Though Tom Brady’s postseason run is legendary, Brady’s quarterback play last week was alternately impressive (a 43-year-old diving for the Superdome end zone in the playoffs?!) and a struggle (3-of-6 in the red zone, converting only after turnovers). Green Bay’s Aaron Rodgers deserves the MVP, but he’ll need to watch out for Todd Bowles’ scrappy Tampa D and a potential snowfall. All of which is a lengthy scramble in this roundtable pocket to say I expect Patrick Mahomes to steal the show — which he managed to do even from the locker room last week with his “#HenneThingIsPossible” tweet. Against the Bills in the AFC championship, Mahomes trends toward stealing the show as he returns to the field. That doesn’t mean the Chiefs win in a blowout. I don’t expect the Chiefs to trounce Buffalo after they’ve won their last eight games by an average of four points. But Mahomes regularly finds the magic to star late or the tenacity to hold on when an opponent mounts a comeback. Josh Allen and the Bills will threaten. But like when he rallied the Chiefs to 21 unanswered fourth-quarter points in last year’s Super Bowl, and like he has repeatedly done before and since, Mahomes will lift a talented and well-coached Chiefs squad to prevail.

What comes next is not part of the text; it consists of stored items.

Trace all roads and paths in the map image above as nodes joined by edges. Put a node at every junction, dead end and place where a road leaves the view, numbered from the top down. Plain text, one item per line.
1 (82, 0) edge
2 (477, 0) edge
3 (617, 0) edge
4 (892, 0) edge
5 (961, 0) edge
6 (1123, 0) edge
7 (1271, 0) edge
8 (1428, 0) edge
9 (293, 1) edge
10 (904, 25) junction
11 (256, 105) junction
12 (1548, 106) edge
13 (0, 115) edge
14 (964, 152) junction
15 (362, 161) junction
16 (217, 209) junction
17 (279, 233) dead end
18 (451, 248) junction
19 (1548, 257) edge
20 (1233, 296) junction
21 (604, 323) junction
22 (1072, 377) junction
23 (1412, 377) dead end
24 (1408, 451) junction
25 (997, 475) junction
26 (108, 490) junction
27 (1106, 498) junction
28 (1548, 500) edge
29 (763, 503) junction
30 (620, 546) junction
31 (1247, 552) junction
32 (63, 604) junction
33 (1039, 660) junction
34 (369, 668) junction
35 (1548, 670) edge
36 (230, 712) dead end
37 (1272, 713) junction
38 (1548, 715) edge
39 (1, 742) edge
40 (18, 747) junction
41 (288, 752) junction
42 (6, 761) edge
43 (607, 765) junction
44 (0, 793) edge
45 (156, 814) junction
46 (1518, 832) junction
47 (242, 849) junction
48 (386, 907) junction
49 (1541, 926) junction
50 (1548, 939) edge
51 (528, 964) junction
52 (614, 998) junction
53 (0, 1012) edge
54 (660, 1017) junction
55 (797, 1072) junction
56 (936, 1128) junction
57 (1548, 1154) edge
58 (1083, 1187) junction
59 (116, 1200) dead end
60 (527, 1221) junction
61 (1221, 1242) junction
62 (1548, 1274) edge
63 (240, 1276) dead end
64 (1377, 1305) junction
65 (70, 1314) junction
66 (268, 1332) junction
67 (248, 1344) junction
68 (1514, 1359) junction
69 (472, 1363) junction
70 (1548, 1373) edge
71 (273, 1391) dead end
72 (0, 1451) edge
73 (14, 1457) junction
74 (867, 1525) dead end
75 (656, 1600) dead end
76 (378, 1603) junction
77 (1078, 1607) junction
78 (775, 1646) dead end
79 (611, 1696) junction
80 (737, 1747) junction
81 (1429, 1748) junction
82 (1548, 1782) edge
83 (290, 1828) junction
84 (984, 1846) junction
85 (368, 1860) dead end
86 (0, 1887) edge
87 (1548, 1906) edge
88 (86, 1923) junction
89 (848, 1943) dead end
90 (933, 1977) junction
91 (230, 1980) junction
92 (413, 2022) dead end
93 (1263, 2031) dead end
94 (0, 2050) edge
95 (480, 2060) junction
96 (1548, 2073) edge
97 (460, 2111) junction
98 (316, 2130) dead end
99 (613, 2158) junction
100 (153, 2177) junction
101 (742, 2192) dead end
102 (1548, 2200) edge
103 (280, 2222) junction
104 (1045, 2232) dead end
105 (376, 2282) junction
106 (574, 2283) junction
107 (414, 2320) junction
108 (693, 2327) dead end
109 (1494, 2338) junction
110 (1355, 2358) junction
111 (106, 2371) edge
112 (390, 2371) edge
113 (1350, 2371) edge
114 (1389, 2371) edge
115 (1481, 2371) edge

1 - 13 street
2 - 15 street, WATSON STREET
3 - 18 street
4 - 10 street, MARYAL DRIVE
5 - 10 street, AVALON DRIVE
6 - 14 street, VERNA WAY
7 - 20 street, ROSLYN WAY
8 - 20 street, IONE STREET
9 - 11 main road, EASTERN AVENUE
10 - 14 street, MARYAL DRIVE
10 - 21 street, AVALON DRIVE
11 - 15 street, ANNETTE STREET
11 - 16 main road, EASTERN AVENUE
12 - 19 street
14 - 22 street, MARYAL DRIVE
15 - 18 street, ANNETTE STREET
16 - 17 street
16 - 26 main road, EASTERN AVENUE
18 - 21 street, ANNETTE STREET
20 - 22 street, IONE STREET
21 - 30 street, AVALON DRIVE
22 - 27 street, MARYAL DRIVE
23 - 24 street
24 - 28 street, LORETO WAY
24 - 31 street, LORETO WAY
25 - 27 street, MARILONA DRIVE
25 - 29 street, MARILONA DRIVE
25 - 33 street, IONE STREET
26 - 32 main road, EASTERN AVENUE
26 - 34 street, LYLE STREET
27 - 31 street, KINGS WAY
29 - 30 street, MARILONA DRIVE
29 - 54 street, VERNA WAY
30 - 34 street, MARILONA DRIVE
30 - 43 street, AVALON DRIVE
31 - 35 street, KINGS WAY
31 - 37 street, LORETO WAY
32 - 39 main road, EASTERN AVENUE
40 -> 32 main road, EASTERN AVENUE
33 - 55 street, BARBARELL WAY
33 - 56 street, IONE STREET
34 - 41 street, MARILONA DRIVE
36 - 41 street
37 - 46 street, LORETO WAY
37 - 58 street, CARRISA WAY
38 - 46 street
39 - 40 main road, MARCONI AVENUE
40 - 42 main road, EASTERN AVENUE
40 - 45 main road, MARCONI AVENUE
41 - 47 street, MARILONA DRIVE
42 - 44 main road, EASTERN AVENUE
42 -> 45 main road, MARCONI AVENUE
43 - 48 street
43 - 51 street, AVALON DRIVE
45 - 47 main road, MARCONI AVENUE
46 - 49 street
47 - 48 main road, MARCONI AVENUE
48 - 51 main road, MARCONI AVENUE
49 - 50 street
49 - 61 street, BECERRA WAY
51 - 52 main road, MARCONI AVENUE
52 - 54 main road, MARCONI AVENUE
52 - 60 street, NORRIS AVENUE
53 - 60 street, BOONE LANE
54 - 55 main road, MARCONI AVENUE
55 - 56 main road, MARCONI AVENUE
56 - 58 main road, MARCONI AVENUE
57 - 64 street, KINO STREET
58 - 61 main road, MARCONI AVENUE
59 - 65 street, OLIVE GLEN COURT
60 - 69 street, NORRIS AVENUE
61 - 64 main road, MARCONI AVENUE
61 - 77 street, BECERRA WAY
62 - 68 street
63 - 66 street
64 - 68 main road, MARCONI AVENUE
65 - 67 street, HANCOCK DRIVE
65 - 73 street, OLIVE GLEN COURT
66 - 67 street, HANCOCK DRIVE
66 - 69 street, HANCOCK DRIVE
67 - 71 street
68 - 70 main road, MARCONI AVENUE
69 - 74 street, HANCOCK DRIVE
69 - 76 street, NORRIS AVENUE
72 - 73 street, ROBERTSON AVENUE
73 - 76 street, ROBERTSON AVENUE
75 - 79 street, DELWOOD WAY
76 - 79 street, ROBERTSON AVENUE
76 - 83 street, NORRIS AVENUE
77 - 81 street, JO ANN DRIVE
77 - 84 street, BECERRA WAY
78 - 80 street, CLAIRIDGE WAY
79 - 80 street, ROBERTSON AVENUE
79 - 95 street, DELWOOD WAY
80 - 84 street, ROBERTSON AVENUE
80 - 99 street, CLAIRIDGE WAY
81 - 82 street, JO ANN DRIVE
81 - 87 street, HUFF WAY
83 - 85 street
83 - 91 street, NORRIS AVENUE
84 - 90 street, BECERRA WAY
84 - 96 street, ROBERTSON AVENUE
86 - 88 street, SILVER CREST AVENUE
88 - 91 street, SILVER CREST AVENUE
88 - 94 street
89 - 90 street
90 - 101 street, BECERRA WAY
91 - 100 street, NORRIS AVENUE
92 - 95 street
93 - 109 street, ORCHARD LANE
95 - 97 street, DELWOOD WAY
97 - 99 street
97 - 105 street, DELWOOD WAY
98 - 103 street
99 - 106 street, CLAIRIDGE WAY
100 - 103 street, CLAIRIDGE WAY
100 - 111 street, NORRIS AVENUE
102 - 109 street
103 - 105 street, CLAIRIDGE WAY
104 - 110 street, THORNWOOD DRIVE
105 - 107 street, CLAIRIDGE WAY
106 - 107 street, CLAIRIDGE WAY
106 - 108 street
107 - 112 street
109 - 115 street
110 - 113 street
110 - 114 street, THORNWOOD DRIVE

Chiefs quarterback Patrick Mahomes during the victory over Buffalo earlier this season.
(Photo: Mark Konezny, USA TODAY Sports)
This feels like Aaron Rodgers’ time to shine. He’s been playing at such a high level already, and now, he’s this close to the second Super Bowl appearance of his career, so there’s a sense of urgency, and he loves playing at home. Look for him to bring the hammer on Sunday and steal the show.